The recruiters also visit students at their schools to meet anyone who didn’t schedule an appointment and to inform other perspective students about all the incredible opportunities at York.
This past winter, Sara Alsayyed, another one of York’s international recruitment officers, visited three countries: Hong Kong, South Korea and Indonesia. In Hong Kong, she delivered more than 30 offers – 18 at one school alone. She also handed out four offers in Indonesia and one in South Korea.
Since more than 100 students applied to York this year from Hong Kong, Alsayyed decided to host an applicant reception there, where she was able to reach out to those who applied, establish connections with students, exchange information and even hand out a few offers. Despite being back in Toronto when the remaining offers were made, putting a human face on the University is important.
“There’s a misconception that York is big and impersonal,” says Alsayyed. “And although we do have a lot of students, we’re really working hard at making students feel like they are a part of a community and that they are given the personal attention they deserve.”

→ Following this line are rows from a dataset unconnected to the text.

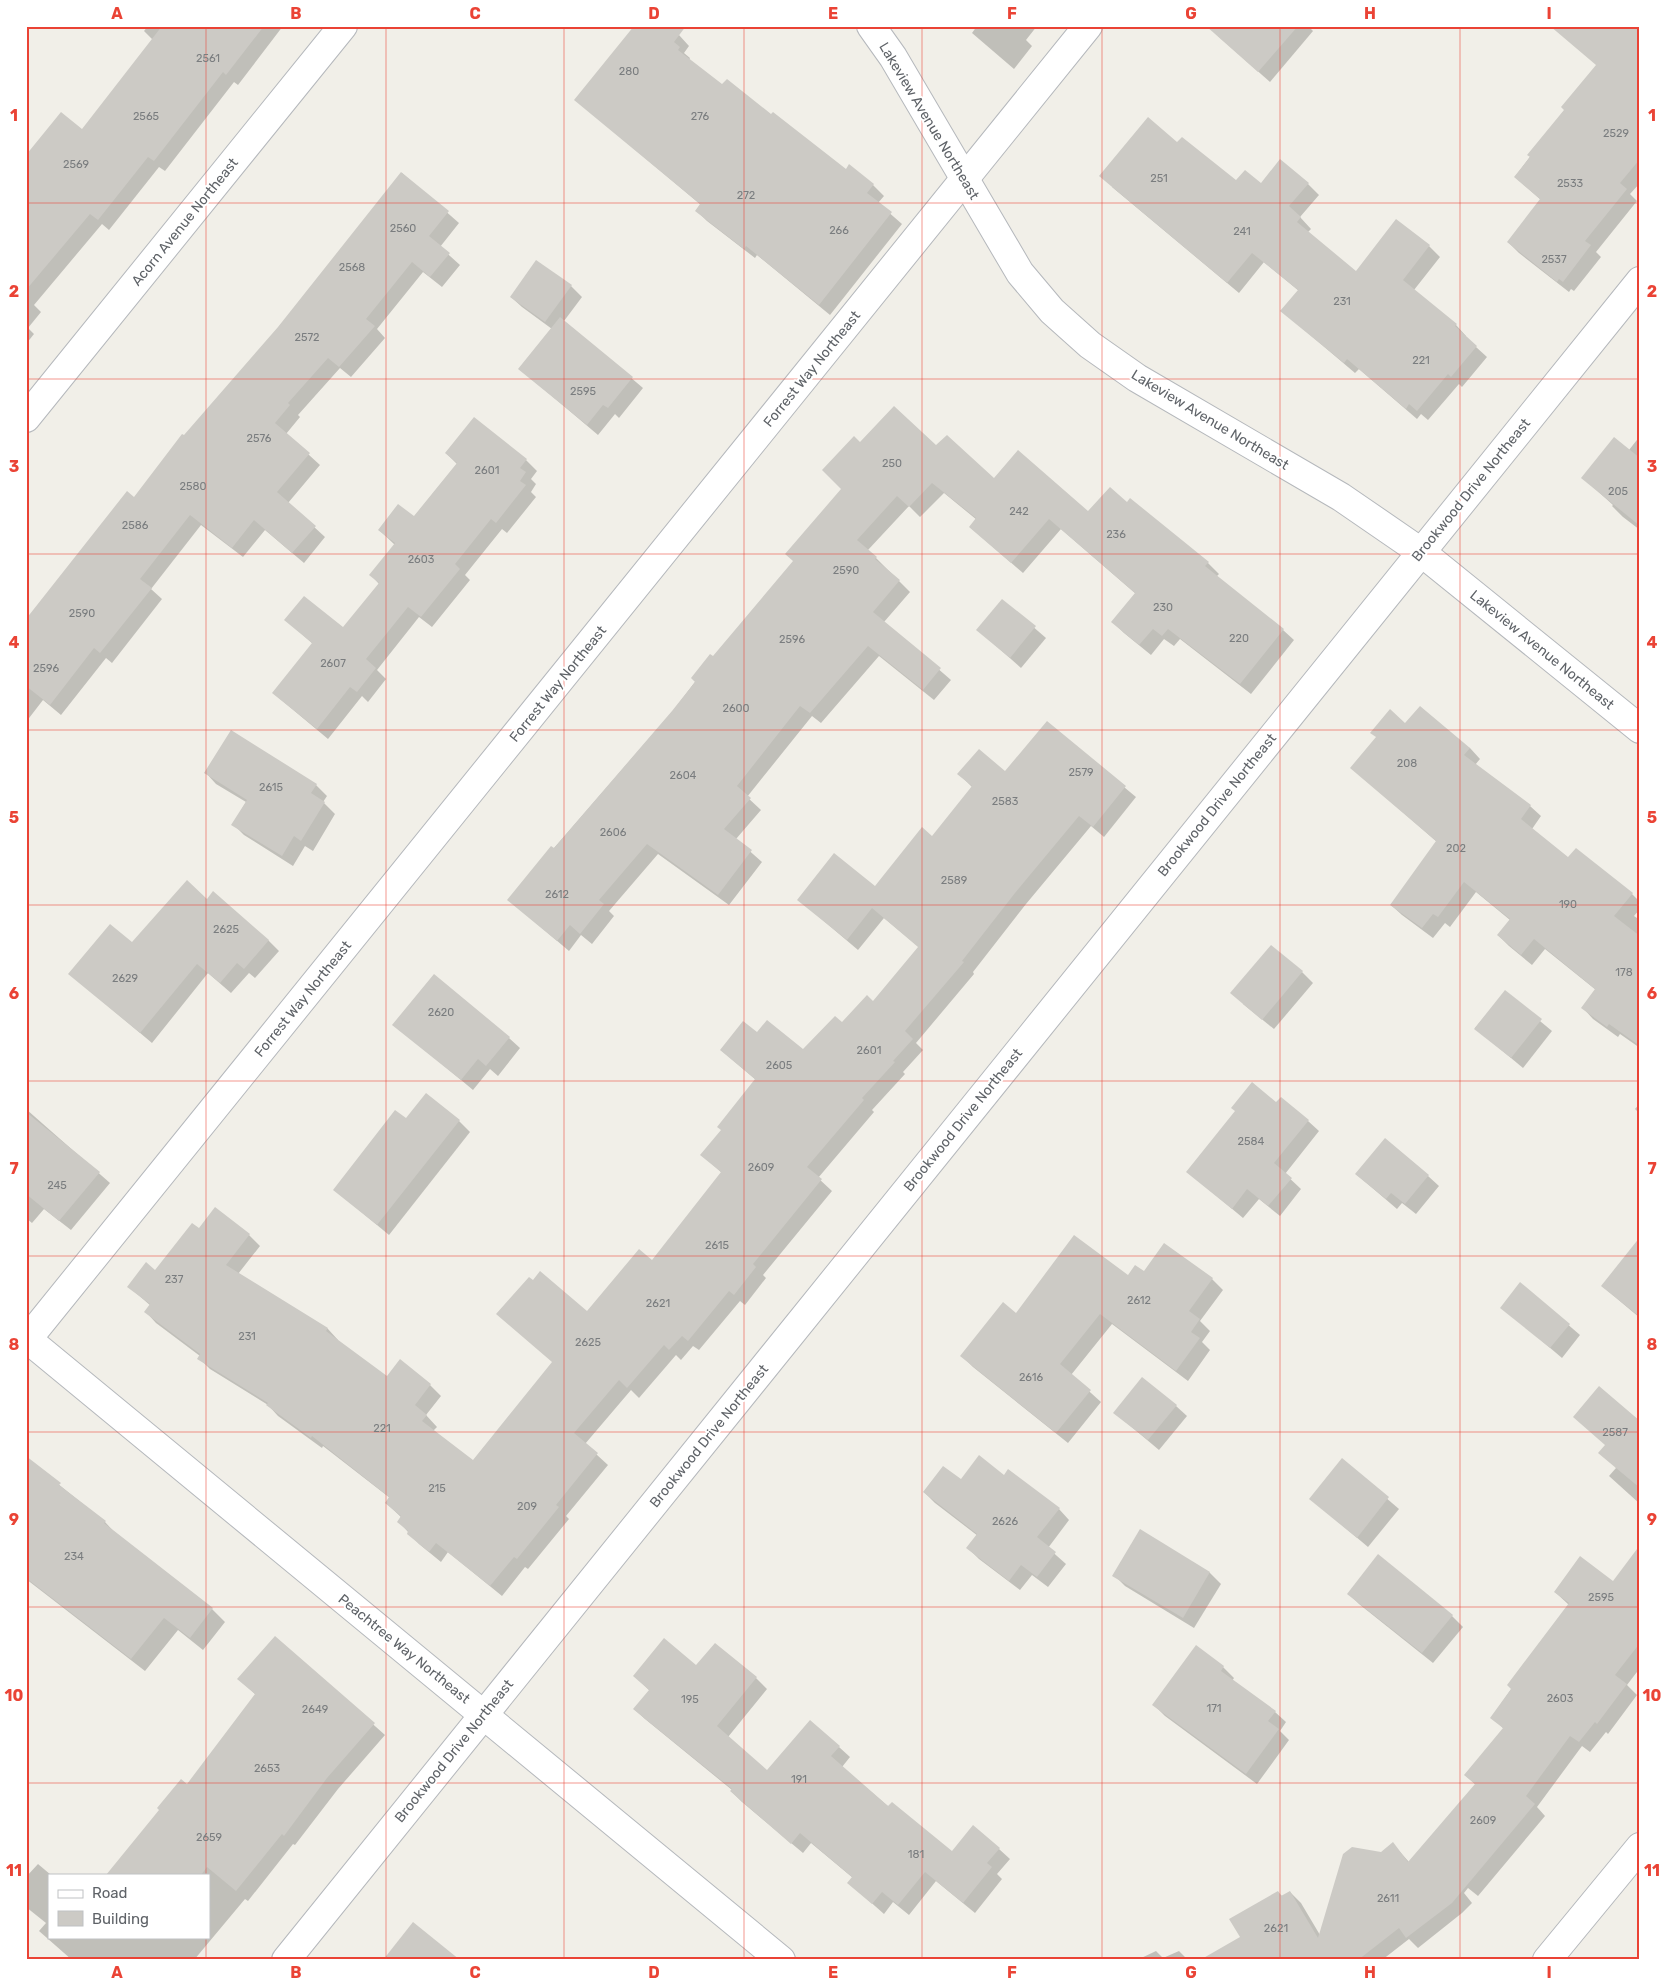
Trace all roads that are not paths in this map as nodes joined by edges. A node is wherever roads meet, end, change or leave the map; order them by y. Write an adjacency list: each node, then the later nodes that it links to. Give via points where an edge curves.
1 (343, 26): 6 (street, Acorn Avenue Northeast)
2 (871, 26): 4 (street, Lakeview Avenue Northeast, via 893,57)
3 (1088, 26): 4 (street, Forrest Way Northeast)
4 (965, 181): 7 (street, Lakeview Avenue Northeast, via 1020,273 1052,311 1090,345 1137,378 1341,496); 9 (street, Forrest Way Northeast)
5 (1640, 281): 7 (street, Brookwood Drive Northeast)
6 (26, 418)
7 (1421, 552): 8 (street, Lakeview Avenue Northeast); 10 (street, Brookwood Drive Northeast)
8 (1640, 729)
9 (27, 1340): 10 (street, Peachtree Way Northeast)
10 (484, 1714): 12 (street, Brookwood Drive Northeast); 13 (street, Peachtree Way Northeast)
11 (1640, 1847): 14 (street)
12 (286, 1960)
13 (782, 1960)
14 (1548, 1960)

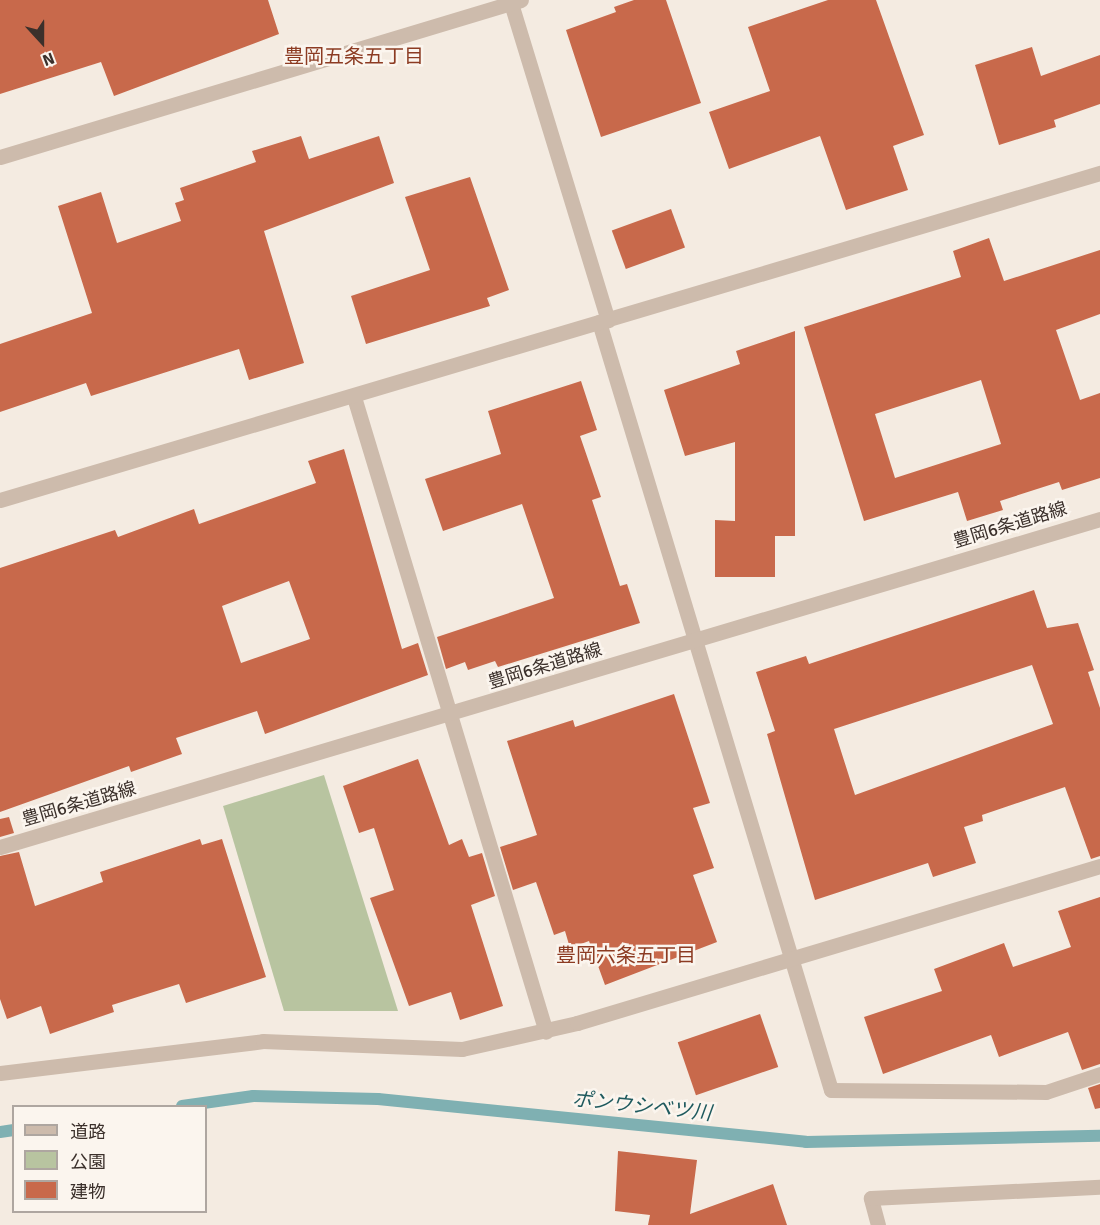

Chatrath travelled to Turkey in February, which is the earliest offers can be made for September admission, and she was able to hand deliver 23 offers. However, on her travels to both India and the US, timing prevented her from extending any. This year’s shift to two trips per region will make timing far less of a hurdle.
Beyond being a strategic decision to increase the visibility of York University across the globe, the international recruitment team is first and foremost providing a service to its applicants: a knowledgeable voice, an ear to listen to concerns and a support system remaining well past the trips abroad.
“Students and parents alike are impressed by the level of attention international students receive given York’s size,” says Tortola. “They’ve even gone so far as to tell us they haven’t received this type of service from anyone else, including much smaller universities.”
After the recruitment officers return home, they keep in close contact with the applicants and their parents until offers are made and accepted, at which time they are handed into the welcoming arms of York International. There, out-of-country students have access to knowledgeable advisers and countless opportunities to get involved in the York community. It’s a place they can go to connect with fellow international students who will help ease the transition to Canada.
What does the future hold for York’s hand delivery of international offers program? Judging by the expansion of the program this year, allowing for the most hand-delivered offers to date, the international team won’t be slowing down any time soon.